Der Röhrbeinbelastungsindex ist ein Wert, der ermittelt wird, um die Belastbarkeit des Fundaments eines Pferdes zu ermitteln. Man geht davon aus, dass bei einem hohen RI die Knochen, Gelenke und Bänder eines Pferdes stabiler sind als bei einem niedrigen Wert. Wenn Du also Langzeitschäden durch zu hohes Reitergewicht vermeiden möchtest, solltest Du den Röhrbeinbelastungsindex Deines Pferdes austüfteln.
Das ist gar nicht so schwierig. Du misst einfach den Röhrbeinumfang an der schmalsten Stelle des Röhrbeins in Zentimetern und multiplizierst ihn mit 100. Das Ergebnis teilst Du dann durch das Körpergewicht Deines Pferdes und schon hast Du seinen Röhrbeinbelastungsindex herausgefunden. Der RI schwankt stark von Pferderasse zu Pferderasse. Mini-Shettys sind absolute Spitzenreiter, wenn es um das Verhältnis von Körpermasse zur Tragfähigkeit geht. Sie haben einen RI von mehr als 9. Quarter Horses, Haflinger, Warm- und Kaltblüter erreichen nicht einmal einen RI von 4.
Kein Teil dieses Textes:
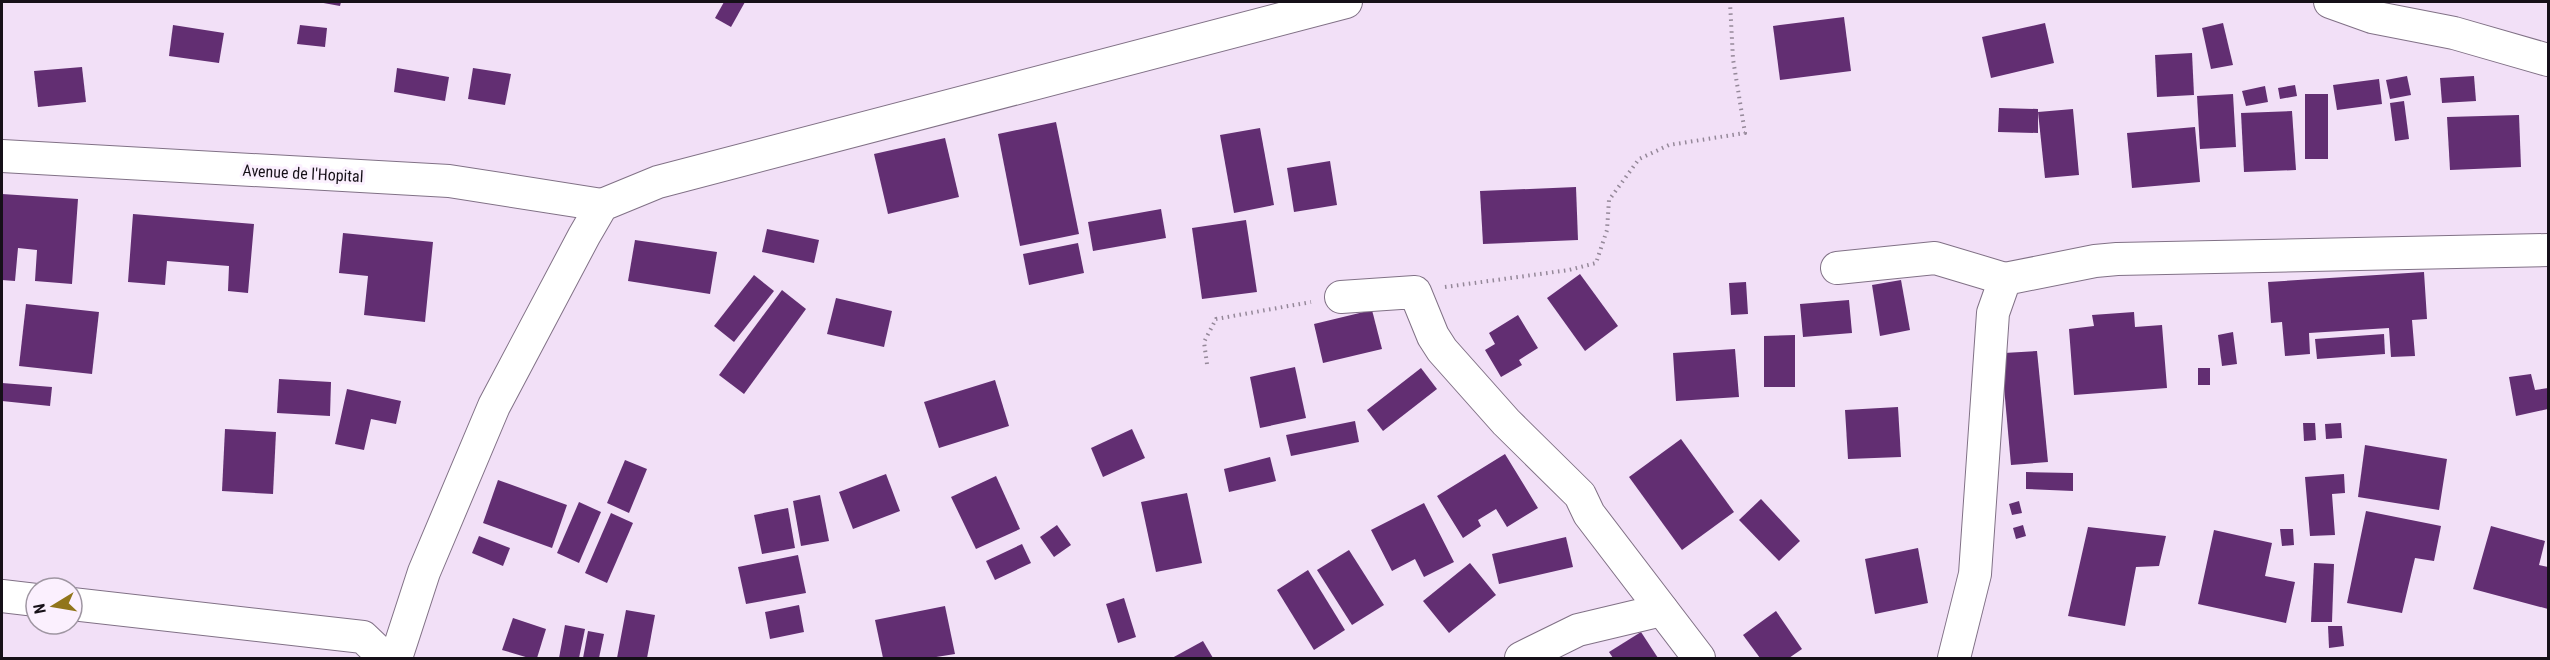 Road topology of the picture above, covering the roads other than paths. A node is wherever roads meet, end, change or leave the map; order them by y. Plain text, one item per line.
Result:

Wenn es in Deiner Nähe keine Viehwaage gibt, findest Du das ungefähre Gewicht Deines Pferdes anhand einer einfachen Formel heraus. Dazu benötigst Du zwei Maßangaben: Brustumfang und Körperlänge. Der Brustumfang wird eine Handbreit hinter dem Ellenbogenhöcker über den Widerrist hinweg gemessen: also in etwa in der Gurtlage. Als Körperlänge gilt das Maß zwischen dem Knochen des Buggelenks an der Brust bis zum Ende des Sitzbeinhöckers.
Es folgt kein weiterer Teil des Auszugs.